Your answer needs to include each line of the records in which the string "junctions" can be found.

SOURCE MATERIAL:
☆ ☆ ☆ ☆ ☆

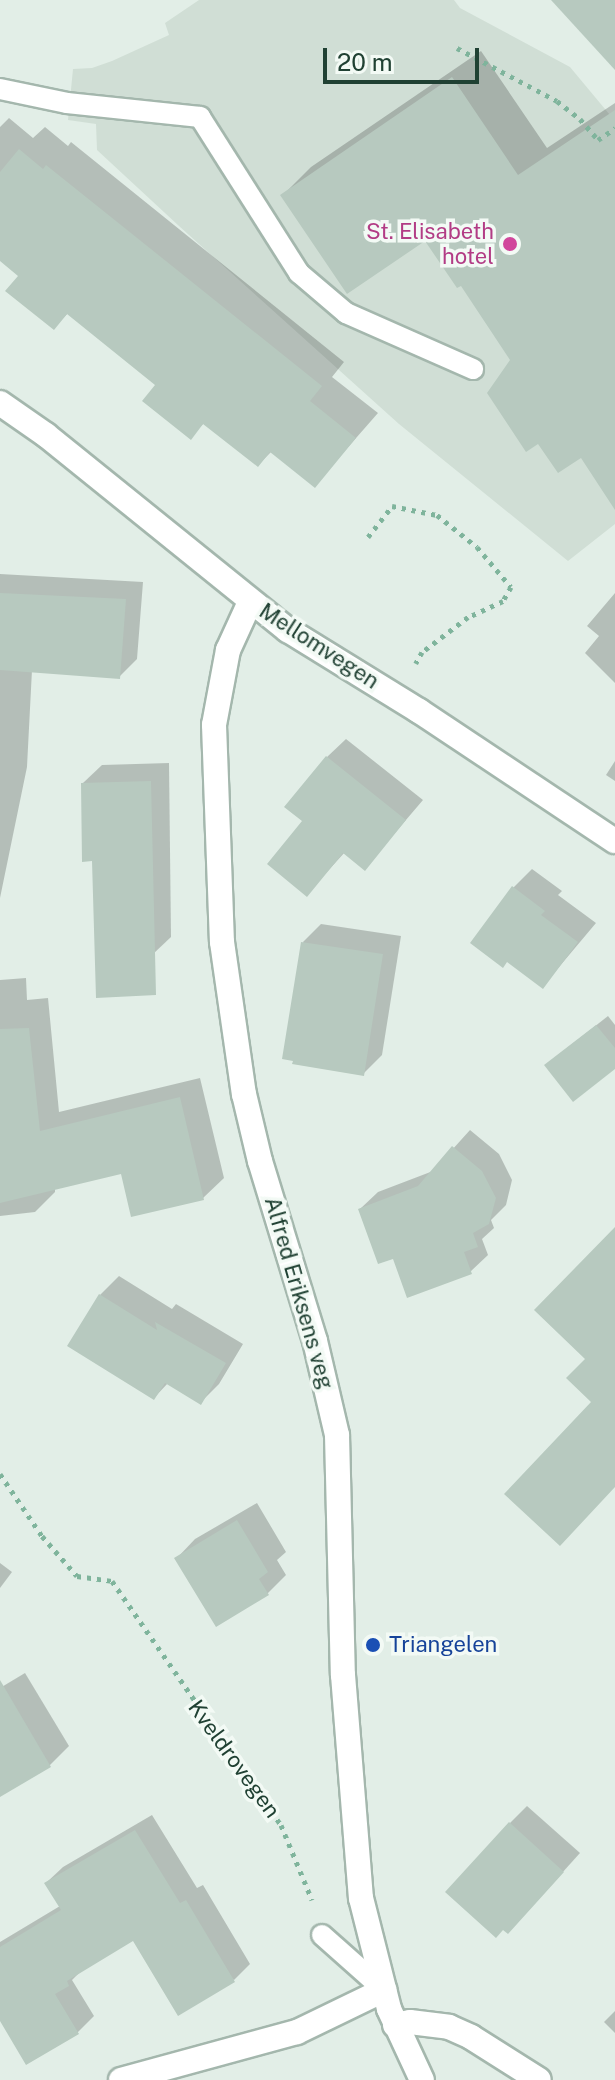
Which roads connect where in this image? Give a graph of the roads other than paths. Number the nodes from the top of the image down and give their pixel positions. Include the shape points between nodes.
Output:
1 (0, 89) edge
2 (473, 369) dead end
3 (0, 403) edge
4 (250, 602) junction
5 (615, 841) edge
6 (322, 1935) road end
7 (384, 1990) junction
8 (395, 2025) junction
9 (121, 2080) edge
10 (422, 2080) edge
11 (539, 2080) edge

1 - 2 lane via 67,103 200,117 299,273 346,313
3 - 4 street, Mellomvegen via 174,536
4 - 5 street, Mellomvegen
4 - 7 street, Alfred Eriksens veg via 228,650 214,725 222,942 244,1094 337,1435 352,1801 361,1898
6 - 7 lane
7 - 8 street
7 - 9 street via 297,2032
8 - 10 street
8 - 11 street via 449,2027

☆ ☆ ☆ ☆ ☆

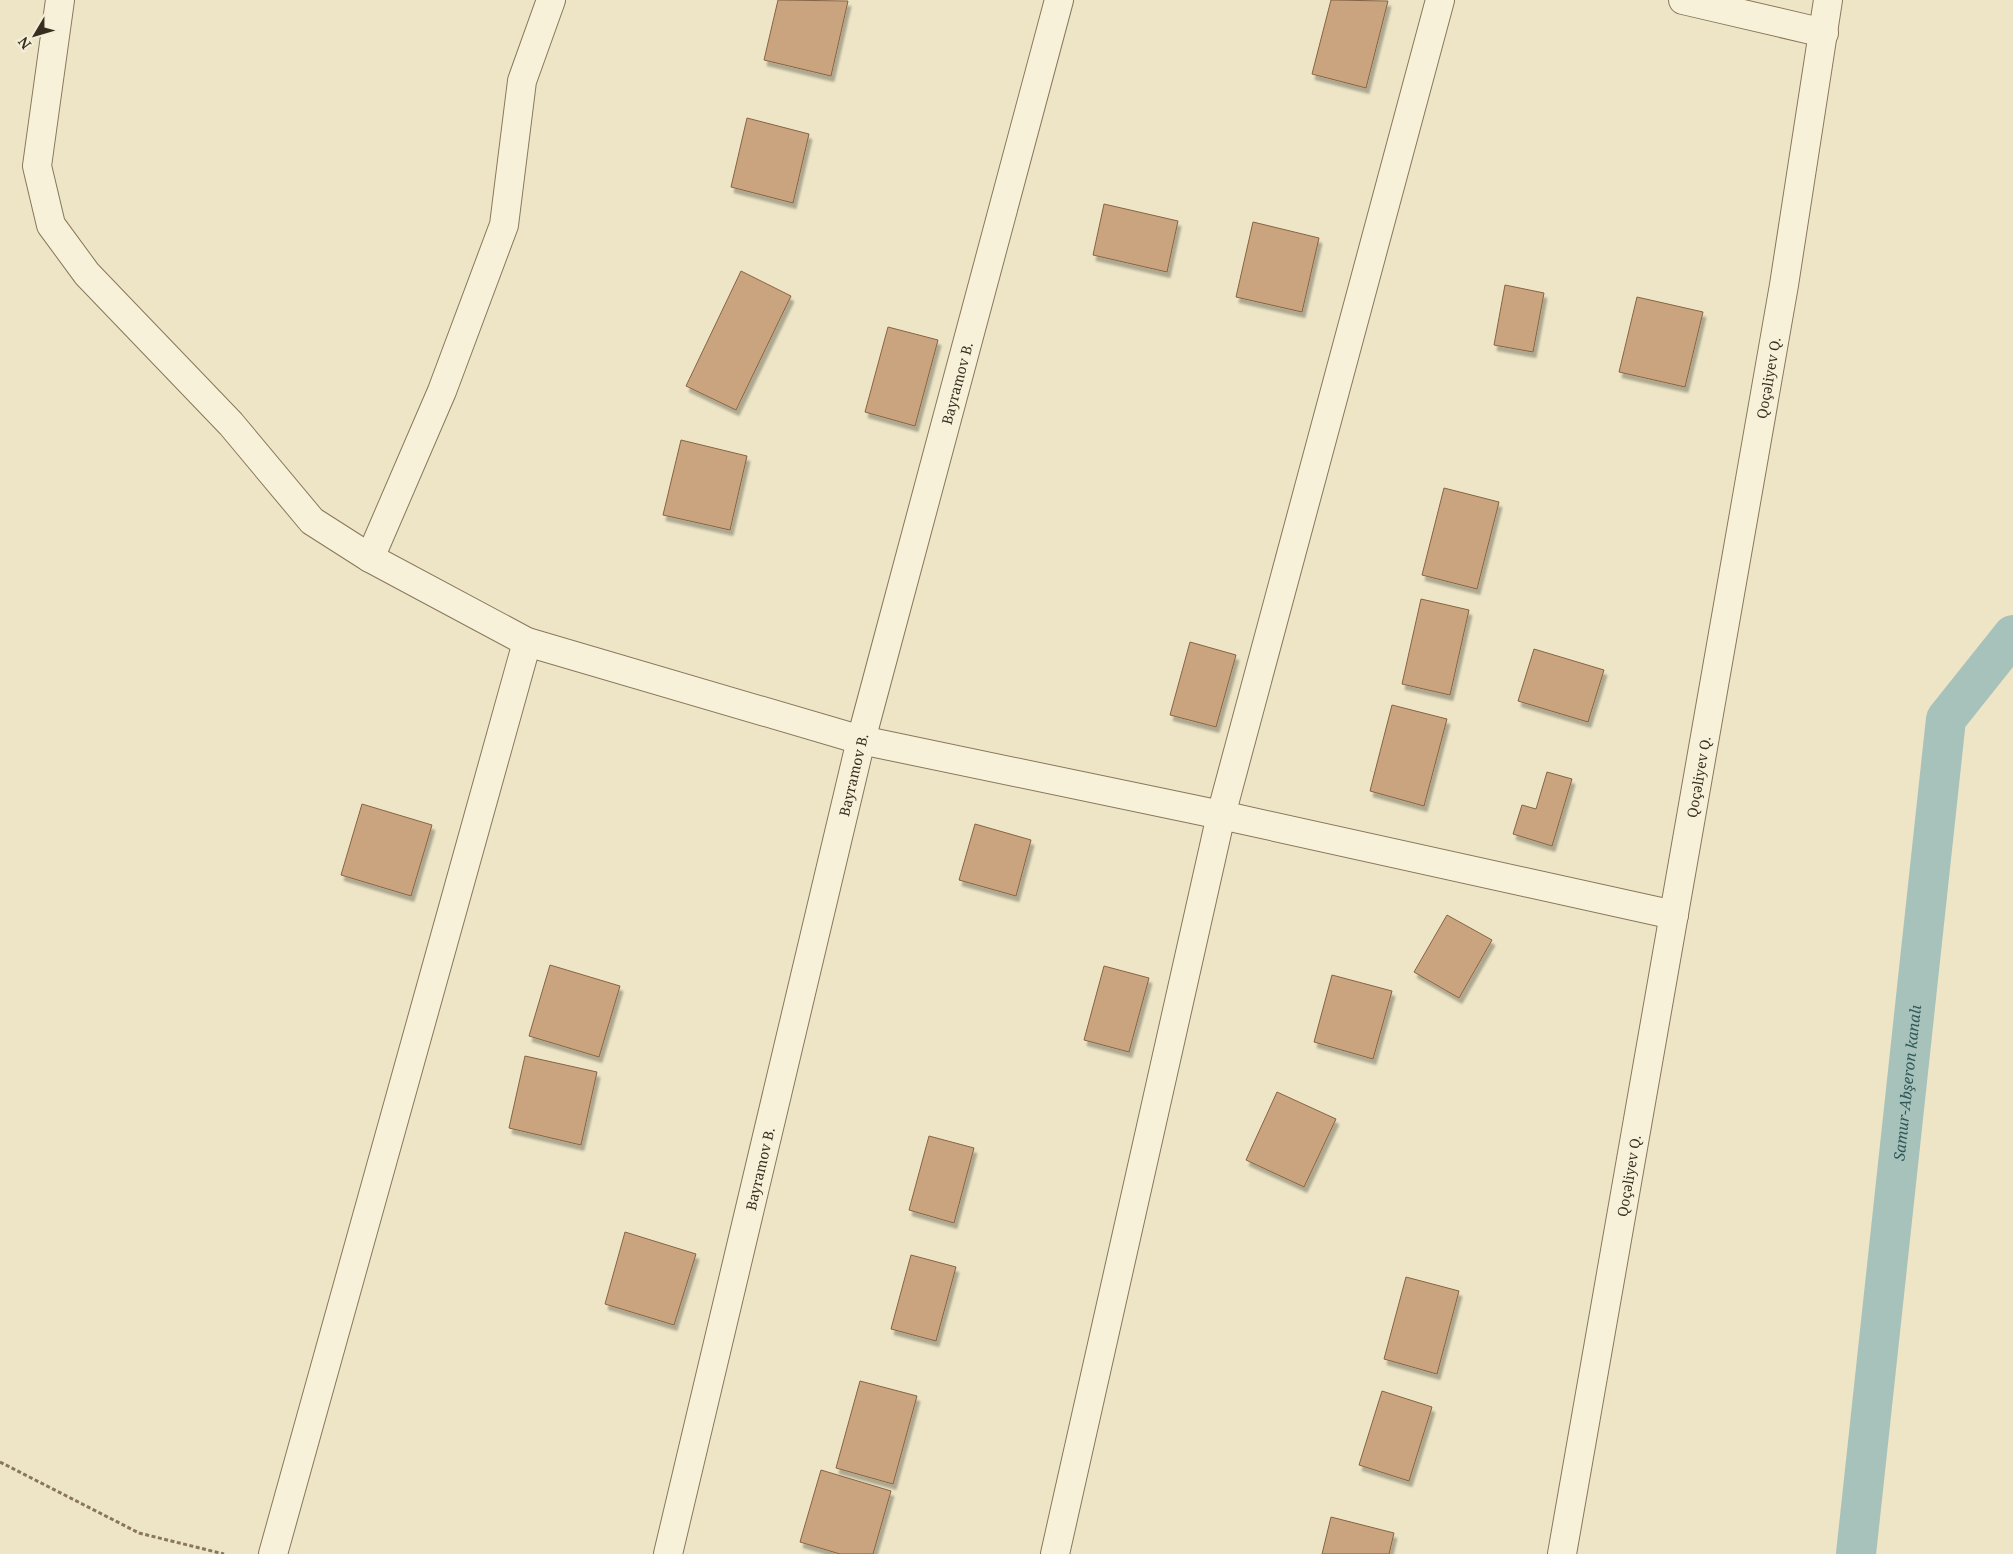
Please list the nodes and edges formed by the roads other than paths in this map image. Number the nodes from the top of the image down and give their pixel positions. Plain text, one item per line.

☆ ☆ ☆ ☆ ☆

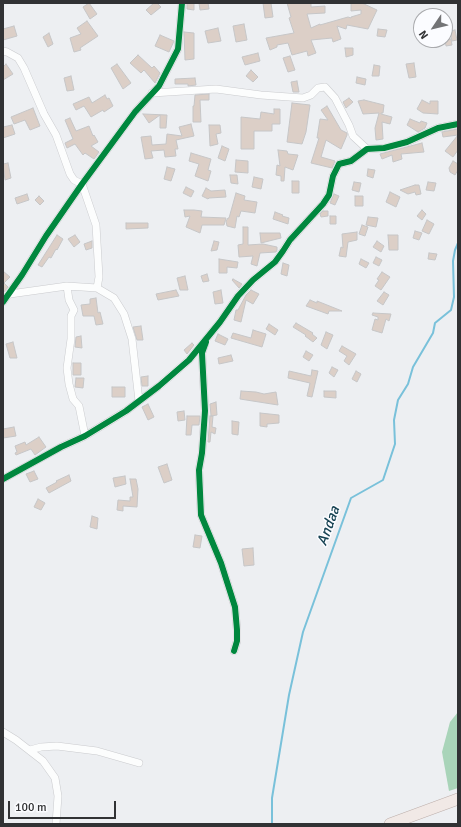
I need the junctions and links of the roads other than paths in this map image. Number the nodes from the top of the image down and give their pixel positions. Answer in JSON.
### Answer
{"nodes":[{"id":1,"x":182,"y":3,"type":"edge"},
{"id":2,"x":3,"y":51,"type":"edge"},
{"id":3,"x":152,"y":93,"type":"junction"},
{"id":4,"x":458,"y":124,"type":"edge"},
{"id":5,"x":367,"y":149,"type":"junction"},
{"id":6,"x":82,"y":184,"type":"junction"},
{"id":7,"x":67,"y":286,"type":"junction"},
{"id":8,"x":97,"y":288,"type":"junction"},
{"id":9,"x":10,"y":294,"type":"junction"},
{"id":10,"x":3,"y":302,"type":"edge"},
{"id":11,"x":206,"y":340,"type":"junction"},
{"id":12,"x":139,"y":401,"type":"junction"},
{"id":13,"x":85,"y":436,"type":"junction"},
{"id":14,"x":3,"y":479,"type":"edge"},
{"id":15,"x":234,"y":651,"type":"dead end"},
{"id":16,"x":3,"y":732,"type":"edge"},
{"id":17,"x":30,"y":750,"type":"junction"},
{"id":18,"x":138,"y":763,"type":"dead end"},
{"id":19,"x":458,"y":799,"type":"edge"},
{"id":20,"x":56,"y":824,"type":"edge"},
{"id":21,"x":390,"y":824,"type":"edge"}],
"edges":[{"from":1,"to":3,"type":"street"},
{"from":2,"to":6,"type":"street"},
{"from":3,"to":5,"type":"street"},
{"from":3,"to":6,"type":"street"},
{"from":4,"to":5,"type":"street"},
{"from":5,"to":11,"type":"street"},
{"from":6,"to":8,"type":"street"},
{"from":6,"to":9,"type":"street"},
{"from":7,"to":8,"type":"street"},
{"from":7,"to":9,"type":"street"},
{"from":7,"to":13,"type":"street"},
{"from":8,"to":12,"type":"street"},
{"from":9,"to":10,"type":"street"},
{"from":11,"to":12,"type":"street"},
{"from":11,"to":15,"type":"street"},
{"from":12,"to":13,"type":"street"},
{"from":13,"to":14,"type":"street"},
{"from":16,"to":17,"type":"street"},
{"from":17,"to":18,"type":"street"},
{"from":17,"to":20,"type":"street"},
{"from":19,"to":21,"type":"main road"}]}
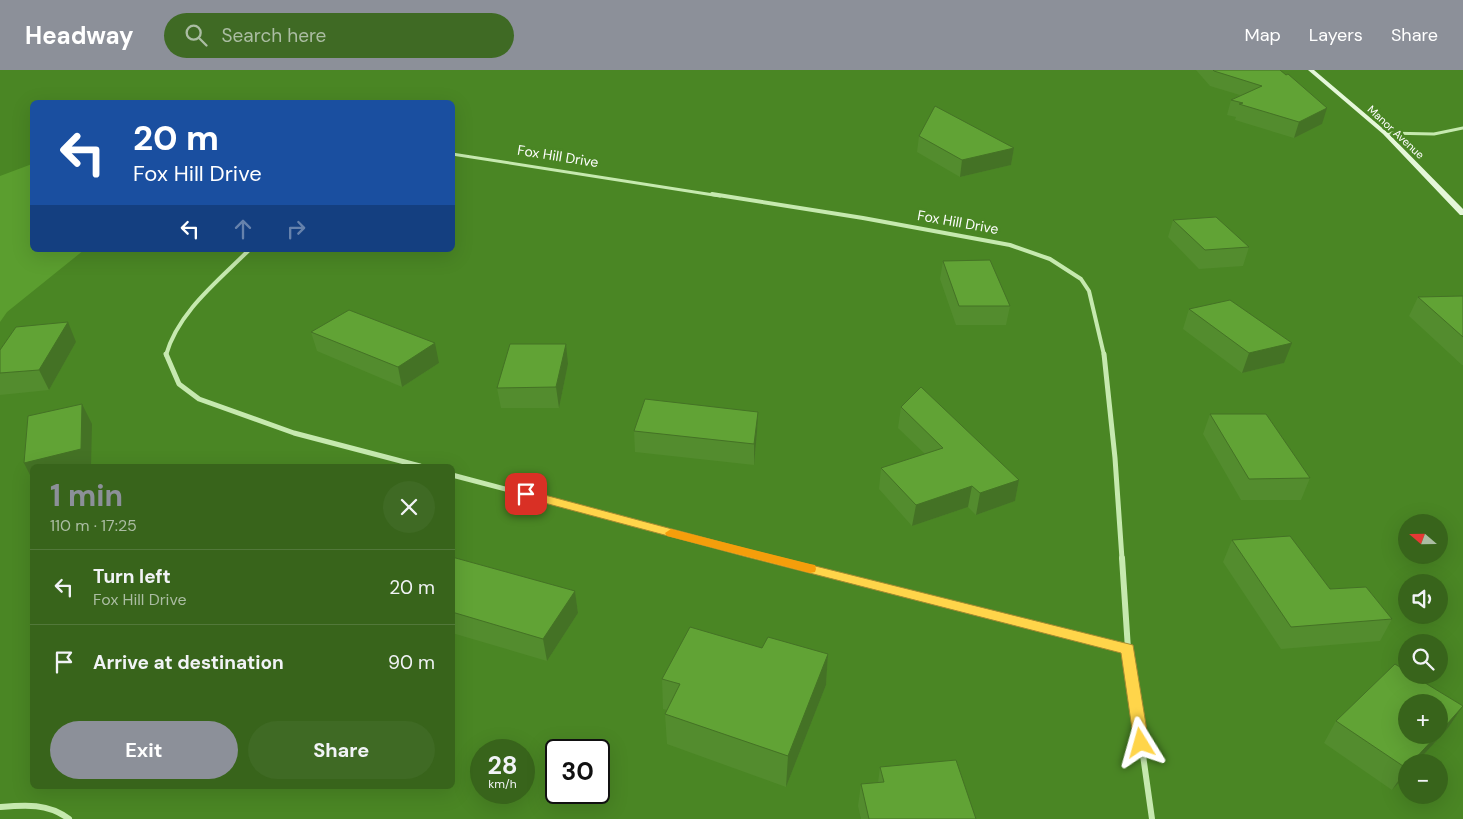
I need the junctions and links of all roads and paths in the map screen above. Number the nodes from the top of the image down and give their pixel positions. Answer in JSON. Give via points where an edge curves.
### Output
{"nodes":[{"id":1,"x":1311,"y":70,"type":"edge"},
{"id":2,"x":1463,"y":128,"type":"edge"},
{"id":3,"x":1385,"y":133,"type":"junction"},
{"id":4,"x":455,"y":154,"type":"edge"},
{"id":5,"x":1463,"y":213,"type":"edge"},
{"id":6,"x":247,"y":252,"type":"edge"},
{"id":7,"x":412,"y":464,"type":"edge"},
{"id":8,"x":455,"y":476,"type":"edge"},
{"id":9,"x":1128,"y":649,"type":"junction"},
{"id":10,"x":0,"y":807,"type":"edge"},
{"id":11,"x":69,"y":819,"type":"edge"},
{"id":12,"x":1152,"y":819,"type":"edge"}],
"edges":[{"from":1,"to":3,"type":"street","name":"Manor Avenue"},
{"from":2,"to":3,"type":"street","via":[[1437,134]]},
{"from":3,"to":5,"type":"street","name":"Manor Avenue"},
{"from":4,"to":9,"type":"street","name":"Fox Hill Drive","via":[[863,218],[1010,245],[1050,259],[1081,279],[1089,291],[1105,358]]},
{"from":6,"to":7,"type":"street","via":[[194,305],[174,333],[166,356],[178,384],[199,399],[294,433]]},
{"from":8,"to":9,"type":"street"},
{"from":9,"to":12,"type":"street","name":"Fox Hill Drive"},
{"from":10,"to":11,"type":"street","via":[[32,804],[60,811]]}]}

☆ ☆ ☆ ☆ ☆

SOLUTION BELOW:
I need the junctions and links of the roads other than paths in this map image. Number the nodes from the top of the image down and give their pixel positions. Answer in JSON.
I need the junctions and links of all roads and paths in the map screen above. Number the nodes from the top of the image down and give their pixel positions. Answer in JSON. Give via points where an edge curves.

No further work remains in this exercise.